Being a nonprofit does have its advantages, and in the world of media we have mostly traveled along the path of donor-supported work (rather than relying on other forms of support such as paid content, advertising revenue, or a profit-center enterprise). Being a nonprofit also carries certain responsibilities, such as striving to contribute to the public good and operating as transparently as possible.
NABANITA MAJI: I would like to know more about the Fairer Globalization blog. How do you use it to promote fairer globalization?
We launched Fairer Globalization primarily as a complement to Policy Innovations; that's why we originally (and somewhat humorously in a self-referential way) added the tagline "the central address for a Fairer Globalization is Policy Innovations." About a third of my work at Carnegie Council involves research, supported mainly by government grants, so I have used the blog as a place to publish my reflections during research trips—the blog serves as a "first draft" of articles in development.

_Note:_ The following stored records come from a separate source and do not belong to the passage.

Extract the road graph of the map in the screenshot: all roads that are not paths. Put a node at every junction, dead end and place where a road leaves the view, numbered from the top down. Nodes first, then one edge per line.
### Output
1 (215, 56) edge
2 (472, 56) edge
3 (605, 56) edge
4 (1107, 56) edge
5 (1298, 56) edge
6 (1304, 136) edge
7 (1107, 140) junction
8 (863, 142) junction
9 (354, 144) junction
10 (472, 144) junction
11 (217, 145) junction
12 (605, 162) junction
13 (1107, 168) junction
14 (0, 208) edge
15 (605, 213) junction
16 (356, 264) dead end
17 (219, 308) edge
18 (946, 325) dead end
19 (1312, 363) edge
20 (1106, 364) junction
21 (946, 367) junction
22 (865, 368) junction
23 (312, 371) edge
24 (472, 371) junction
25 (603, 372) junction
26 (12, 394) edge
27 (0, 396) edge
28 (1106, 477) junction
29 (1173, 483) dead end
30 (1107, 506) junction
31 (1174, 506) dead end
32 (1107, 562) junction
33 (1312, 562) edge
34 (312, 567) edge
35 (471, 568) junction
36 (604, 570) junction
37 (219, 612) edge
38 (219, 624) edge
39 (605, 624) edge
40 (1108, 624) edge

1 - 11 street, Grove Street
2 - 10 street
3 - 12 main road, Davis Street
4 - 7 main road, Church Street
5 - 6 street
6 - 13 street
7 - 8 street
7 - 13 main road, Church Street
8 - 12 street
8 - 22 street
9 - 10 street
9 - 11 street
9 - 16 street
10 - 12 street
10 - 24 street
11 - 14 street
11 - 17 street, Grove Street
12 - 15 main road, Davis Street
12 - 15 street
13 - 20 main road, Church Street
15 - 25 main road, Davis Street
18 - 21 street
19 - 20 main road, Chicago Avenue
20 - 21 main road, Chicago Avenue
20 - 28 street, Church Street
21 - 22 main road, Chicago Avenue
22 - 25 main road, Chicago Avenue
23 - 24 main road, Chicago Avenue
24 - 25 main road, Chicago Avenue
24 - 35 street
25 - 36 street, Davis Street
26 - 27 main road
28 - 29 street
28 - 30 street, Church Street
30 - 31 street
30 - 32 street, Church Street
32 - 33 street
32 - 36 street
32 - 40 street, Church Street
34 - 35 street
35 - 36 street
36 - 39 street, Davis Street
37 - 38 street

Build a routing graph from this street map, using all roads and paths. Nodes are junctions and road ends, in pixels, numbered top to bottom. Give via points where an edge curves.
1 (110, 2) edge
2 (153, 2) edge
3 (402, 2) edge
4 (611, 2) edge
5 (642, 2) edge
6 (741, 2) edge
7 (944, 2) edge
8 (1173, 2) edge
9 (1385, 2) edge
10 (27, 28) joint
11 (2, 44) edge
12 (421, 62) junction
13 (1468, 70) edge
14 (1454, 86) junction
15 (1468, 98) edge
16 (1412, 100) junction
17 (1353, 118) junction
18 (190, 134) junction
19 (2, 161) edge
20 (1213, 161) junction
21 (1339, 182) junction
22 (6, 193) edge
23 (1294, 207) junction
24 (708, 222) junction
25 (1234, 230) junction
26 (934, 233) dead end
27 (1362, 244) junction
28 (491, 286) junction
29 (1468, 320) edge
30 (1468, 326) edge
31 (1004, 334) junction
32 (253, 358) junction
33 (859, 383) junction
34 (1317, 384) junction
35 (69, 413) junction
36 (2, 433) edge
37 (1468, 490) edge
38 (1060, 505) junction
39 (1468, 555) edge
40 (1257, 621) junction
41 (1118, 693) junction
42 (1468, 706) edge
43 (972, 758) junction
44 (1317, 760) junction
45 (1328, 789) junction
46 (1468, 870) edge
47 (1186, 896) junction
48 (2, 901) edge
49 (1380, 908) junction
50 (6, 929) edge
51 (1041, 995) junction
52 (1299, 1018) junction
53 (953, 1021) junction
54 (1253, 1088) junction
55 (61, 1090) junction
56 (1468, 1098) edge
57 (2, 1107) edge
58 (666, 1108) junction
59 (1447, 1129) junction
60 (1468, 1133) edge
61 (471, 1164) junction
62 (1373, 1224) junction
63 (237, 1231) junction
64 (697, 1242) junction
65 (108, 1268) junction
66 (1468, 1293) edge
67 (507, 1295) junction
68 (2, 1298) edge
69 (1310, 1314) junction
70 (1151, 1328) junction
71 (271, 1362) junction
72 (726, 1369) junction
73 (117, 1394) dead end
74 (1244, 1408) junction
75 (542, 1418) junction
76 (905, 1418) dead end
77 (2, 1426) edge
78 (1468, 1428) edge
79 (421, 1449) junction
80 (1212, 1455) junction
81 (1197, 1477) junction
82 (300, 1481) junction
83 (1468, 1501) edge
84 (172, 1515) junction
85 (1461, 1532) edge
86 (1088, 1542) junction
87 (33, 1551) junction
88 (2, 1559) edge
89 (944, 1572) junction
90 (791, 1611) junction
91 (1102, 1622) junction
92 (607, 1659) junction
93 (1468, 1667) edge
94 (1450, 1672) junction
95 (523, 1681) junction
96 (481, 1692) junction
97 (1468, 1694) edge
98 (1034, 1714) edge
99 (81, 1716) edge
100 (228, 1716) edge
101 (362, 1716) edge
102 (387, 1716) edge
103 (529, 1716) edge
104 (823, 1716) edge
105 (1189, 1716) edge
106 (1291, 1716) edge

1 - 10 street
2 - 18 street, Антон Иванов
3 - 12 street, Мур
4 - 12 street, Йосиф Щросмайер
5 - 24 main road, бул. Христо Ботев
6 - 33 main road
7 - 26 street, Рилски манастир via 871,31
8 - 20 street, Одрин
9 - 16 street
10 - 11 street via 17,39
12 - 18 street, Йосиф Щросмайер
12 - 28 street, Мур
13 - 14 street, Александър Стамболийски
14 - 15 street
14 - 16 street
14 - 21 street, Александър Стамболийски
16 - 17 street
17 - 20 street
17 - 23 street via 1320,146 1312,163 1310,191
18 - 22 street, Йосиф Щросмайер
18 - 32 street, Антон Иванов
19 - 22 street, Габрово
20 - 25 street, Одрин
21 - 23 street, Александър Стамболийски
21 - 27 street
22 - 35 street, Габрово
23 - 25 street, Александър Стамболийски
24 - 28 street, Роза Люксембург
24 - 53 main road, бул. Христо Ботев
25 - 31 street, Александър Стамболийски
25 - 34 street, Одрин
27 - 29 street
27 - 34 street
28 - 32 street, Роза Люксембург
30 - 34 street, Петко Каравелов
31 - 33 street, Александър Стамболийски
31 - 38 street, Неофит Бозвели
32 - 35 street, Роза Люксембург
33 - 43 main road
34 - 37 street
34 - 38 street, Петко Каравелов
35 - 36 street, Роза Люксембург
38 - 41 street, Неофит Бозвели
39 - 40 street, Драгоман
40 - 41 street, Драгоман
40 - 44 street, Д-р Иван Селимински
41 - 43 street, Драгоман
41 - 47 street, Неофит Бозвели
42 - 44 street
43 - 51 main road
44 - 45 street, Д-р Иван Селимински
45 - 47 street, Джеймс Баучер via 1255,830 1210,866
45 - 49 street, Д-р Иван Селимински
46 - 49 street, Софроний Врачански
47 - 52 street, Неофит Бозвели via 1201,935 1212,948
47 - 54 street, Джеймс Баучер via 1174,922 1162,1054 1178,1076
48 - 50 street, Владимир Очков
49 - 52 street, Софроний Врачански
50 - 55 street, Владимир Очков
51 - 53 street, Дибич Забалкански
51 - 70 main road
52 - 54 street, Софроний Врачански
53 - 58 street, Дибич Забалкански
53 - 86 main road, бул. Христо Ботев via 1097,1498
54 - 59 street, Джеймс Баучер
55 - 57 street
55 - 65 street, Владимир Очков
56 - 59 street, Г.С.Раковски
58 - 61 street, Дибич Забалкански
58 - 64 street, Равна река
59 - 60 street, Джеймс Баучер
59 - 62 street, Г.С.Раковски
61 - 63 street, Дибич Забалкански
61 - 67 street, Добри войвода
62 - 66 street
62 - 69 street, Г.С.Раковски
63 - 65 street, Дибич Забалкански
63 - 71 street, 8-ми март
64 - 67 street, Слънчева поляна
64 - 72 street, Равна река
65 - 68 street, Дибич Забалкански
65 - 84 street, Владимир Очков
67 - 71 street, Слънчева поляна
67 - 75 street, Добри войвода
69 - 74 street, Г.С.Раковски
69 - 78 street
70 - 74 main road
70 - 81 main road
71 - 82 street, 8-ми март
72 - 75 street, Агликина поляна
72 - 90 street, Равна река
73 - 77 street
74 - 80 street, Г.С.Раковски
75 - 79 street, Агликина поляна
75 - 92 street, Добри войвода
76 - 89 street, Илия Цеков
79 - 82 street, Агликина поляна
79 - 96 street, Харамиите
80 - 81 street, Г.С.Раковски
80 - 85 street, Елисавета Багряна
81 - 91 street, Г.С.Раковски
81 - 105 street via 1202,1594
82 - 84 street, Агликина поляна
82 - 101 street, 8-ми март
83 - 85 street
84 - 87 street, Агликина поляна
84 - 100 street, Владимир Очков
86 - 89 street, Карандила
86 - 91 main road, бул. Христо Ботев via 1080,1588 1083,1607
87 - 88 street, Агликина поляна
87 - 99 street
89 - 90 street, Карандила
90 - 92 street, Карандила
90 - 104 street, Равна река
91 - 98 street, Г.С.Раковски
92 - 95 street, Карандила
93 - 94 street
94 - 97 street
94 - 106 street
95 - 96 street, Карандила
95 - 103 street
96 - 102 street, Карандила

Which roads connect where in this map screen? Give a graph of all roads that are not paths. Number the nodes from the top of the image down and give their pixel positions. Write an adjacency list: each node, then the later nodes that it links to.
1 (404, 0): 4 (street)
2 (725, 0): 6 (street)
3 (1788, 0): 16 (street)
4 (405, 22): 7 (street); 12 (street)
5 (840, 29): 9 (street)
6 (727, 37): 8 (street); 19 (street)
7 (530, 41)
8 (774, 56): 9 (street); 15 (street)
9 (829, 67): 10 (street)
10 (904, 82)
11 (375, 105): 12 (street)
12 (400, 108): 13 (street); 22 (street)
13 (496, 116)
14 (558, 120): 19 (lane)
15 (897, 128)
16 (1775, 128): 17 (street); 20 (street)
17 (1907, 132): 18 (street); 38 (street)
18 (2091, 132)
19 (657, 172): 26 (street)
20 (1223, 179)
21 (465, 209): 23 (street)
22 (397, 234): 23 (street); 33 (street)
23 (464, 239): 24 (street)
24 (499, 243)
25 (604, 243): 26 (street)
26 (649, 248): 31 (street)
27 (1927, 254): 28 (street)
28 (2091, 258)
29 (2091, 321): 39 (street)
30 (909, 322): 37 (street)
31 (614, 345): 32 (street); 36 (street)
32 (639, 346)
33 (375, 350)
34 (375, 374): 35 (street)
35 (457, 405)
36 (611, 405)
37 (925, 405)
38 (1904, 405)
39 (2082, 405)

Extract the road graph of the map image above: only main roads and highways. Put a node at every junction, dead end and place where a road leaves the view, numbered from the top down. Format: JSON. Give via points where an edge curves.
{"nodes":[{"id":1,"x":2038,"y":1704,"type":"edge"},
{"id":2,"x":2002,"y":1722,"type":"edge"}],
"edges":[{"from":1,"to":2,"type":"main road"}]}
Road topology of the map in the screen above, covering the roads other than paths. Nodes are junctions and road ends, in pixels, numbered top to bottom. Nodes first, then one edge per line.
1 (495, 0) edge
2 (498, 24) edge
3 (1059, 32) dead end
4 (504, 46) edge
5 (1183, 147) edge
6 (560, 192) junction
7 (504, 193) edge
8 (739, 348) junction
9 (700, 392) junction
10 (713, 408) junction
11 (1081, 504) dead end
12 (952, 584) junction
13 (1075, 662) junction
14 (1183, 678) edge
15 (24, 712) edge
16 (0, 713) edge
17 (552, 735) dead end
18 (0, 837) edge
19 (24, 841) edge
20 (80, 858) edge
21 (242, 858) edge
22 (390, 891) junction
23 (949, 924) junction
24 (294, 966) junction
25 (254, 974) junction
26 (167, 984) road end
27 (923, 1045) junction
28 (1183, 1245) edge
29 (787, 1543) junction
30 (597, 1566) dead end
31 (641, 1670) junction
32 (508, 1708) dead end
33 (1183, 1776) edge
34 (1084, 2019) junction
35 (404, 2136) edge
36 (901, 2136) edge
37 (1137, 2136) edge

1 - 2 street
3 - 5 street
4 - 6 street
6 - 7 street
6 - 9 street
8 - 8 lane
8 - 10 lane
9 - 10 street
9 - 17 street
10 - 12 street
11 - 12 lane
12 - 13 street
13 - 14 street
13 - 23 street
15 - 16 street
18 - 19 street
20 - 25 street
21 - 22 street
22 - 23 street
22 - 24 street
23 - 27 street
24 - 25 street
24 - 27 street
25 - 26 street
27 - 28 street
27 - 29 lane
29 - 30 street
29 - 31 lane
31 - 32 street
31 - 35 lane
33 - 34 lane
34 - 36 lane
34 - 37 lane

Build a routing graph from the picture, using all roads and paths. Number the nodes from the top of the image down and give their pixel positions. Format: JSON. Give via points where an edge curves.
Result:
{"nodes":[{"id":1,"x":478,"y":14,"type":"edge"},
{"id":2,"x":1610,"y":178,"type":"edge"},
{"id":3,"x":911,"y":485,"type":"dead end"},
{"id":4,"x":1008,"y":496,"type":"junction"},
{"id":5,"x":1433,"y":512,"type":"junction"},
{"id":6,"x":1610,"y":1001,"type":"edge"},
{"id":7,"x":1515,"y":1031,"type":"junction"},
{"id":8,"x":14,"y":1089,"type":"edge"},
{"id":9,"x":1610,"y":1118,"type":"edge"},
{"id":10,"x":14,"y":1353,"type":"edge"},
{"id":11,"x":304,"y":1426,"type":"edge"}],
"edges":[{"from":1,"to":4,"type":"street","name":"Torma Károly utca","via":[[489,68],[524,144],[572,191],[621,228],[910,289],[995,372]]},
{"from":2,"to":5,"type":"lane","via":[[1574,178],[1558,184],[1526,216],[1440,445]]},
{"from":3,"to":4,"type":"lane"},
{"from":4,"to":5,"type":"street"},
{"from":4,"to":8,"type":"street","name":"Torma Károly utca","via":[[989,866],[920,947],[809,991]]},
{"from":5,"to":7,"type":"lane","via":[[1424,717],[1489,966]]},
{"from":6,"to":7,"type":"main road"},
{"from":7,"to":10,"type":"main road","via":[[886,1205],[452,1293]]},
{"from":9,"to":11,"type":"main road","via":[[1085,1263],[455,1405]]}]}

We also published The Ethical Blogger blog as a storehouse for reflections on a project we ran with Brown University's Watson Institute, Demos, and other institutions. The project started at Brown (in Providence, Rhode Island) from a working group that we participated in on October 22, 2007. If you browse that blog, you might agree it was really ahead of its time, exploring issues such as journalistic ethics, anonymity, and what Jay Rosen calls "the ethic of the link," which he presented at our seminal 2008 conference on "cyberethics."